■ AIM OF THE TASK: Every line below should be copied exactly; drop the pictures.

[[ RECORDS, beginning ]]

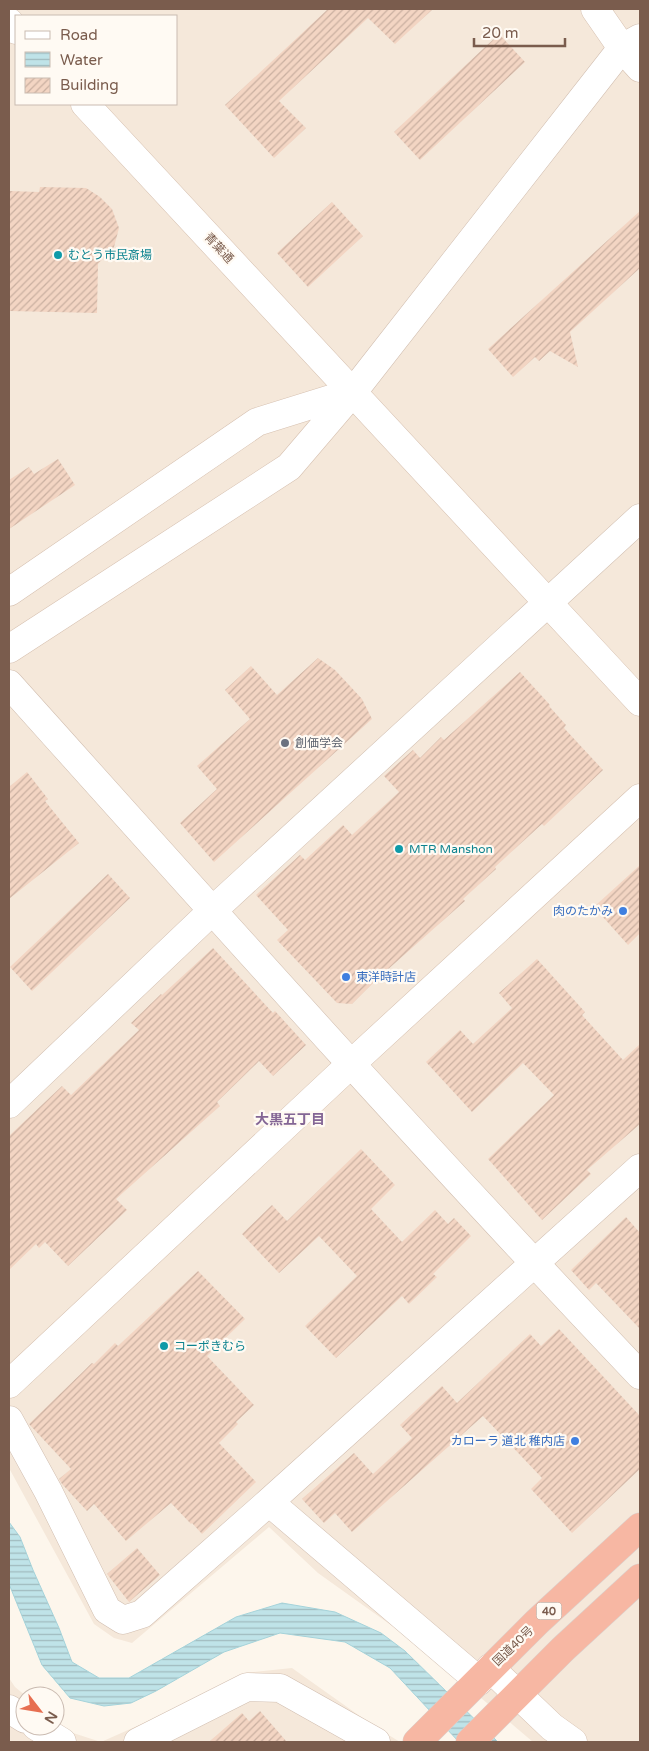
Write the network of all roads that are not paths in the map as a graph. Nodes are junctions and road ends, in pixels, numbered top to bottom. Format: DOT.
graph roads {
  1 [pos="595,9"];
  2 [pos="631,43"];
  3 [pos="640,68"];
  4 [pos="86,105"];
  5 [pos="353,392"];
  6 [pos="640,518"];
  7 [pos="9,592"];
  8 [pos="549,603"];
  9 [pos="9,649"];
  10 [pos="9,684"];
  11 [pos="640,702"];
  12 [pos="640,798"];
  13 [pos="212,911"];
  14 [pos="351,1064"];
  15 [pos="9,1104"];
  16 [pos="640,1168"];
  17 [pos="535,1264"];
  18 [pos="640,1375"];
  19 [pos="9,1384"];
  20 [pos="9,1420"];
  21 [pos="269,1502"];
  22 [pos="640,1527"];
  23 [pos="640,1578"];
  24 [pos="477,1682"];
  25 [pos="518,1695"];
  26 [pos="479,1733"];
  27 [pos="424,1735"];
  28 [pos="138,1742"];
  29 [pos="376,1742"];
  30 [pos="573,1742"];
  1 -- 2 [label="street"];
  2 -- 3 [label="street"];
  2 -- 5 [label="street"];
  4 -- 5 [label="street, 青葉通"];
  5 -- 7 [label="street"];
  5 -- 8 [label="street, 青葉通"];
  5 -- 9 [label="street"];
  6 -- 8 [label="street"];
  8 -- 11 [label="street, 青葉通"];
  8 -- 13 [label="street"];
  10 -- 13 [label="street"];
  12 -- 14 [label="street"];
  13 -- 14 [label="street"];
  13 -- 15 [label="street"];
  14 -- 17 [label="street"];
  14 -- 19 [label="street"];
  16 -- 17 [label="street"];
  17 -- 18 [label="street"];
  17 -- 21 [label="street"];
  20 -- 21 [label="street"];
  21 -- 24 [label="street"];
  22 -- 24 [label="highway, 国道40号 / 40"];
  23 -- 25 [label="highway"];
  24 -- 25 [label="street"];
  24 -- 27 [label="highway, 国道40号 / 40"];
  25 -- 26 [label="highway"];
  25 -- 30 [label="street"];
  28 -- 29 [label="street"];
}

[[ RECORDS, end ]]

■ RESULT OF THIS EXERCISE:
Write the network of all roads that are not paths in the map as a graph. Nodes are junctions and road ends, in pixels, numbered top to bottom. Format: DOT.
graph roads {
  1 [pos="595,9"];
  2 [pos="631,43"];
  3 [pos="640,68"];
  4 [pos="86,105"];
  5 [pos="353,392"];
  6 [pos="640,518"];
  7 [pos="9,592"];
  8 [pos="549,603"];
  9 [pos="9,649"];
  10 [pos="9,684"];
  11 [pos="640,702"];
  12 [pos="640,798"];
  13 [pos="212,911"];
  14 [pos="351,1064"];
  15 [pos="9,1104"];
  16 [pos="640,1168"];
  17 [pos="535,1264"];
  18 [pos="640,1375"];
  19 [pos="9,1384"];
  20 [pos="9,1420"];
  21 [pos="269,1502"];
  22 [pos="640,1527"];
  23 [pos="640,1578"];
  24 [pos="477,1682"];
  25 [pos="518,1695"];
  26 [pos="479,1733"];
  27 [pos="424,1735"];
  28 [pos="138,1742"];
  29 [pos="376,1742"];
  30 [pos="573,1742"];
  1 -- 2 [label="street"];
  2 -- 3 [label="street"];
  2 -- 5 [label="street"];
  4 -- 5 [label="street, 青葉通"];
  5 -- 7 [label="street"];
  5 -- 8 [label="street, 青葉通"];
  5 -- 9 [label="street"];
  6 -- 8 [label="street"];
  8 -- 11 [label="street, 青葉通"];
  8 -- 13 [label="street"];
  10 -- 13 [label="street"];
  12 -- 14 [label="street"];
  13 -- 14 [label="street"];
  13 -- 15 [label="street"];
  14 -- 17 [label="street"];
  14 -- 19 [label="street"];
  16 -- 17 [label="street"];
  17 -- 18 [label="street"];
  17 -- 21 [label="street"];
  20 -- 21 [label="street"];
  21 -- 24 [label="street"];
  22 -- 24 [label="highway, 国道40号 / 40"];
  23 -- 25 [label="highway"];
  24 -- 25 [label="street"];
  24 -- 27 [label="highway, 国道40号 / 40"];
  25 -- 26 [label="highway"];
  25 -- 30 [label="street"];
  28 -- 29 [label="street"];
}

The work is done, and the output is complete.